### [Your assignment]
Filter these entries, keeping only lines that hold the word "Akçamlı".

### [Input records]
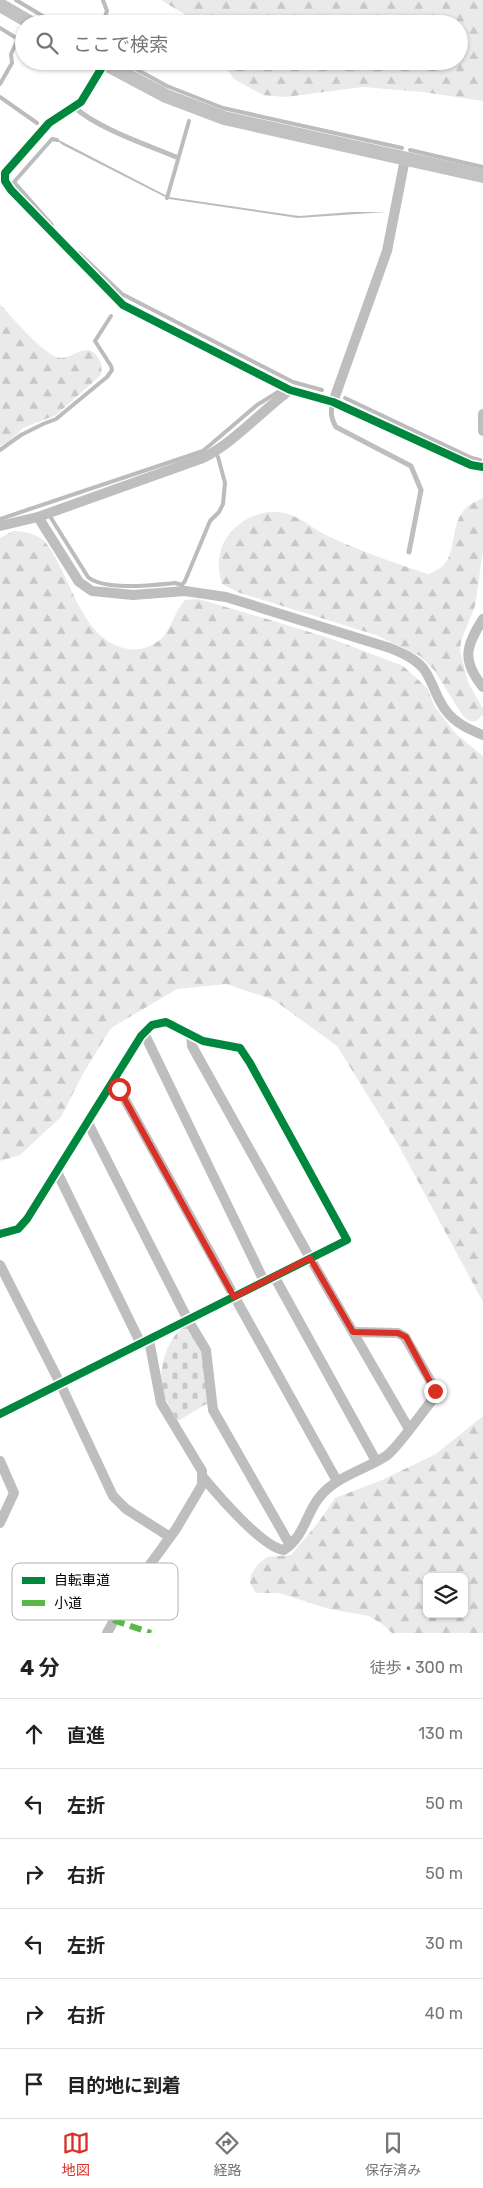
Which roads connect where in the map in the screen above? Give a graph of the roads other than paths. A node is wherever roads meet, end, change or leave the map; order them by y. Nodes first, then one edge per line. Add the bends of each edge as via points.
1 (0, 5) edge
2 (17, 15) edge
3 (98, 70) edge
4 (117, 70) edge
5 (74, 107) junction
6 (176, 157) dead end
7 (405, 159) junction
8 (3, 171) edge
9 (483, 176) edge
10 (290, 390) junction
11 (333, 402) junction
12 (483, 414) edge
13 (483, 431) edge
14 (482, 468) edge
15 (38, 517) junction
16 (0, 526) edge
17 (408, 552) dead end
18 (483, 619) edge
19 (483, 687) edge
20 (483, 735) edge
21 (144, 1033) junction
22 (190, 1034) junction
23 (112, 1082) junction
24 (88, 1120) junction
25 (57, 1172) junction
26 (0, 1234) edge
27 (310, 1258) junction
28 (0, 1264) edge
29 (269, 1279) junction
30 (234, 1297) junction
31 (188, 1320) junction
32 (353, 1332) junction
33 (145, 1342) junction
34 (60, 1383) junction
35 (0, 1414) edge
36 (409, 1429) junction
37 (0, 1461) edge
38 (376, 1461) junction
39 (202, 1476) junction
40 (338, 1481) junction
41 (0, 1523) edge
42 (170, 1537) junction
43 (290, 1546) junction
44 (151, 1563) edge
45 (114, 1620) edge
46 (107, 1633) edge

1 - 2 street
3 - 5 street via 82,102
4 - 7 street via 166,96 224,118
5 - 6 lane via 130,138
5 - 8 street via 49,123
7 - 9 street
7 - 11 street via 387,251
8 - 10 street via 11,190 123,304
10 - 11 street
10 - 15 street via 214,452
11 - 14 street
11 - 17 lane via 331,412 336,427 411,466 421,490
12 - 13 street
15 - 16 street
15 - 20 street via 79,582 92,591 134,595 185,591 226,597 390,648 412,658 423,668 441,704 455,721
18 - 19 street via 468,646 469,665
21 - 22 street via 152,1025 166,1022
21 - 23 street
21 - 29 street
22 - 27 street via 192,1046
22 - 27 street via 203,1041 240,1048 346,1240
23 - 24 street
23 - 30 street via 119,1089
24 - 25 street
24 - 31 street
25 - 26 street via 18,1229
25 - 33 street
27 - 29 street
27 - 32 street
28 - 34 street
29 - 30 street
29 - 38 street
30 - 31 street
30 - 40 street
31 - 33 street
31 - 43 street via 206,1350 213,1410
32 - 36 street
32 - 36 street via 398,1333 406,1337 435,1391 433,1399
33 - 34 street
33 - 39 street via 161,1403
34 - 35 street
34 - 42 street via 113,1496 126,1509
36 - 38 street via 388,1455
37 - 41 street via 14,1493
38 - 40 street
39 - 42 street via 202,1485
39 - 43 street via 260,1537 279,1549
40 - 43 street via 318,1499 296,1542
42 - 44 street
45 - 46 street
...
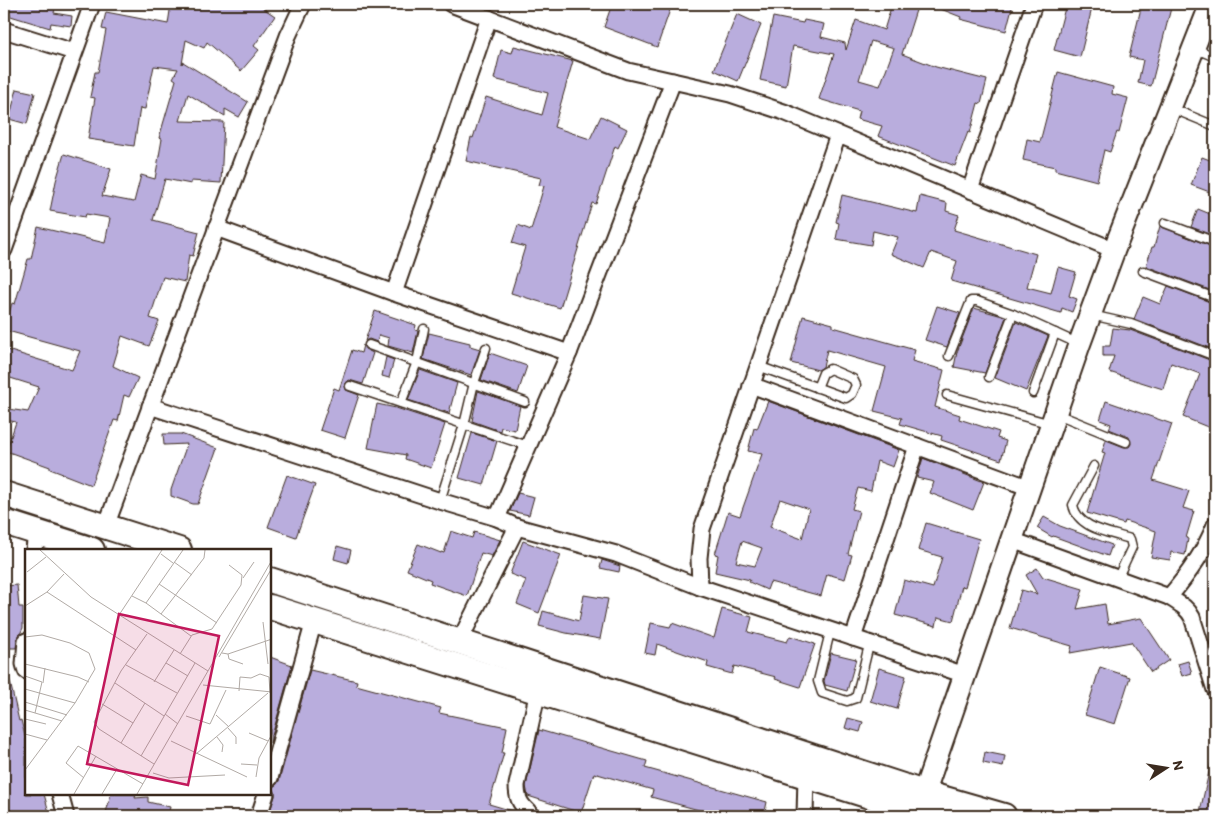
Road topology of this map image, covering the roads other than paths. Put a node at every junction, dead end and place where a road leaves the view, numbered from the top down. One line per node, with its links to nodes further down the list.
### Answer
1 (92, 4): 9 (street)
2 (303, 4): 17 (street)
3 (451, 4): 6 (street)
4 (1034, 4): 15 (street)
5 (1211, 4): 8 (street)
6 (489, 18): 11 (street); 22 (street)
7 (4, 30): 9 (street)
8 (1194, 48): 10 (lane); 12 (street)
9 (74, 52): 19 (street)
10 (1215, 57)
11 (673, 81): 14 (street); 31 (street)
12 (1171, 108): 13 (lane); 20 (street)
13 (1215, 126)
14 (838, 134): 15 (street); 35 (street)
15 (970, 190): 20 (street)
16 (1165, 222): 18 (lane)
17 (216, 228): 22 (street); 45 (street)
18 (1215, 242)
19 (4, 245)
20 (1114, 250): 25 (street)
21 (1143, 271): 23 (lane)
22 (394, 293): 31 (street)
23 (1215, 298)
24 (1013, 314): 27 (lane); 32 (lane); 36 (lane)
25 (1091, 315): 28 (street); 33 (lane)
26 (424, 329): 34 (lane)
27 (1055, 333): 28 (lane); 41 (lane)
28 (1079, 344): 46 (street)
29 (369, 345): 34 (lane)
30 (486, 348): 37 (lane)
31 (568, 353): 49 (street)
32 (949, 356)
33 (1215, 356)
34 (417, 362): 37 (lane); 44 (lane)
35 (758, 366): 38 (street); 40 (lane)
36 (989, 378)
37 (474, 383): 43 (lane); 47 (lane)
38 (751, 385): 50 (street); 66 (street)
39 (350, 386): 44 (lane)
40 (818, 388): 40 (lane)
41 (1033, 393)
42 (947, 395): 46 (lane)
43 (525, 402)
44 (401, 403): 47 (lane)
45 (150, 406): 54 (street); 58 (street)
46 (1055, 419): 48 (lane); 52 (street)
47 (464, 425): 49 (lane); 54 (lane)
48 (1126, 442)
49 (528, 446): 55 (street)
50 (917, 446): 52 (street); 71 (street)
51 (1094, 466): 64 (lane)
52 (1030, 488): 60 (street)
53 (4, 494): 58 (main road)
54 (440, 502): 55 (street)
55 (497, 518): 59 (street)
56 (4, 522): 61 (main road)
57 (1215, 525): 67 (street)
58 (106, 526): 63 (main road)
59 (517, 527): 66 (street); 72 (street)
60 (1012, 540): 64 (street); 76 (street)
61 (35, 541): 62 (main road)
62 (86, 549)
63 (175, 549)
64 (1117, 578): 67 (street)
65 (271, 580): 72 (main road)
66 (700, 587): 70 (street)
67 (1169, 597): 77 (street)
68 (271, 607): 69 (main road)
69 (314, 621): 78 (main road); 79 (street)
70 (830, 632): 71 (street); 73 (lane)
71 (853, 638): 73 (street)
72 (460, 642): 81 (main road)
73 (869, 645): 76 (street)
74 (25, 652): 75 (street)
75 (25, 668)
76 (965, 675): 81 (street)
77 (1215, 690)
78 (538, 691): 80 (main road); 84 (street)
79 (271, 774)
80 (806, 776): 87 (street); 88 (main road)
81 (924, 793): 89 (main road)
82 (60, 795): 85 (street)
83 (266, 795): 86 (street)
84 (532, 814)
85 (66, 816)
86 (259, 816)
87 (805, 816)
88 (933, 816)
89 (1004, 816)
...
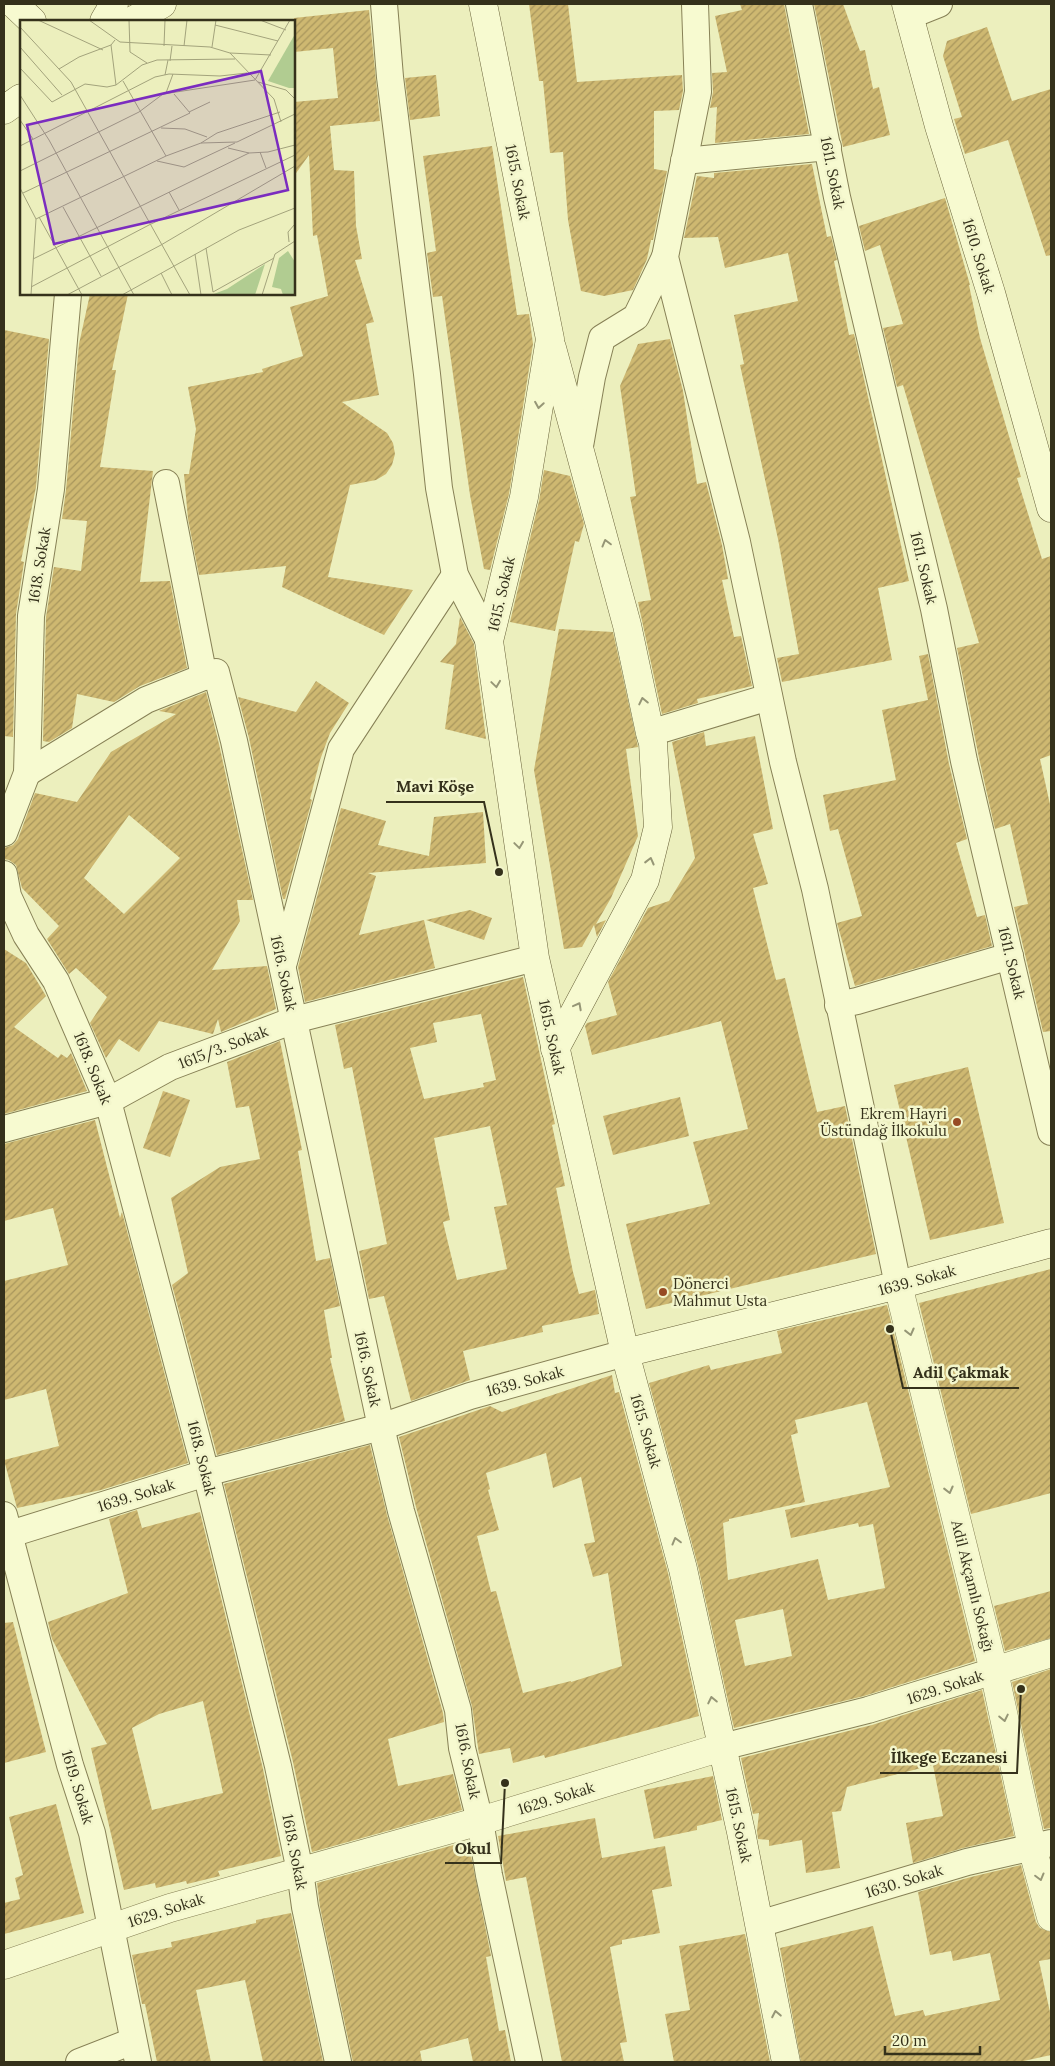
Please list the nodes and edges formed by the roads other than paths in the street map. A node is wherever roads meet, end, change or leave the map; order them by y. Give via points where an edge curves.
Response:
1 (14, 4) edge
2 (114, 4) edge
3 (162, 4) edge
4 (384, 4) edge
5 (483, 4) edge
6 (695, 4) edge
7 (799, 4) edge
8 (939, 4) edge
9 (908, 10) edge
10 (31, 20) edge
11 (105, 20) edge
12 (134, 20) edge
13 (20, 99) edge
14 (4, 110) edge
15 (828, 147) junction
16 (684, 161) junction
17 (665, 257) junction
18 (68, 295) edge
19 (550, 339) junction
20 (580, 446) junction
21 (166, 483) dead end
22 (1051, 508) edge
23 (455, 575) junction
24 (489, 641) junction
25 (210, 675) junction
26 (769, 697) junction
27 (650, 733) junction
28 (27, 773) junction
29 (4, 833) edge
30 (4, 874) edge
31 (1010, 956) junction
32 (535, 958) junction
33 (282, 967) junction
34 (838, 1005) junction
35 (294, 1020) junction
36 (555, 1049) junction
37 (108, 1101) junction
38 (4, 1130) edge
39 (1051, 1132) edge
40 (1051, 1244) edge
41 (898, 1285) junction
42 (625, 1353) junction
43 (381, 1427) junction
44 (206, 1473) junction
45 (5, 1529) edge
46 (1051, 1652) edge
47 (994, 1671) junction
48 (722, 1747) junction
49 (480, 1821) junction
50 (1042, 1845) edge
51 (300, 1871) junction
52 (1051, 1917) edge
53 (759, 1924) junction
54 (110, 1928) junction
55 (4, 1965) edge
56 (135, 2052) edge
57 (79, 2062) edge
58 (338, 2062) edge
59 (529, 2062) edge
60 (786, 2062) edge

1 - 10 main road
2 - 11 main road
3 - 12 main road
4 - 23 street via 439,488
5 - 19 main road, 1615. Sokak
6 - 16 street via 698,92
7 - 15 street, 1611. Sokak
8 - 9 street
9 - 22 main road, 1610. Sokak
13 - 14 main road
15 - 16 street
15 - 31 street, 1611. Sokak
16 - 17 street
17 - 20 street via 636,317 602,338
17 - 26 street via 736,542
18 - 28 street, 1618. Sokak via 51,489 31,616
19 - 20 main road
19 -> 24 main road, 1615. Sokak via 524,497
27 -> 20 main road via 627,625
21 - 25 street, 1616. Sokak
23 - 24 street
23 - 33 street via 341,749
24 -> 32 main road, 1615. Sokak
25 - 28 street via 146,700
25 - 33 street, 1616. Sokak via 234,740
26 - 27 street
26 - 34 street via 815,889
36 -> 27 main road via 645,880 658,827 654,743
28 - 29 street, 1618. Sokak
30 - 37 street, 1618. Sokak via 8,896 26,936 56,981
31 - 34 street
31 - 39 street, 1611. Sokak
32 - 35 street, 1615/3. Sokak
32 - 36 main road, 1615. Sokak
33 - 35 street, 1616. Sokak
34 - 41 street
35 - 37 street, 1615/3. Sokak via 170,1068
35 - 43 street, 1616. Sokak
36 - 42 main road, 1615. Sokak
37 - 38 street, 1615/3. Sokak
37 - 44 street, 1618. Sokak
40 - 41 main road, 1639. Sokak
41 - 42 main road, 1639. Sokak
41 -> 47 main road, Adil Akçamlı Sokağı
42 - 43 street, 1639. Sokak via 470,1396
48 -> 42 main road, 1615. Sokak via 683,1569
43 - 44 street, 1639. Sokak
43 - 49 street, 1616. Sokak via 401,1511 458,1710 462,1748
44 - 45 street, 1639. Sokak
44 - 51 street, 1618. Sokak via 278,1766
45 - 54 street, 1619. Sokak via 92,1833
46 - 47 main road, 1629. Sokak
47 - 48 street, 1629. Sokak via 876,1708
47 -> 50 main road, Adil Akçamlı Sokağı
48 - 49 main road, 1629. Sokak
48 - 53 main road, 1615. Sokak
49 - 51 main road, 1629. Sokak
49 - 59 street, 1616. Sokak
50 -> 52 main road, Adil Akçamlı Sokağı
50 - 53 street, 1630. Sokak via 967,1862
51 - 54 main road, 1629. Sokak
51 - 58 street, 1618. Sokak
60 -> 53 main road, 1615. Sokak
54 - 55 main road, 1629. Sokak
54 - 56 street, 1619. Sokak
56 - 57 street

### [Answer]
41 -> 47 main road, Adil Akçamlı Sokağı
47 -> 50 main road, Adil Akçamlı Sokağı
50 -> 52 main road, Adil Akçamlı Sokağı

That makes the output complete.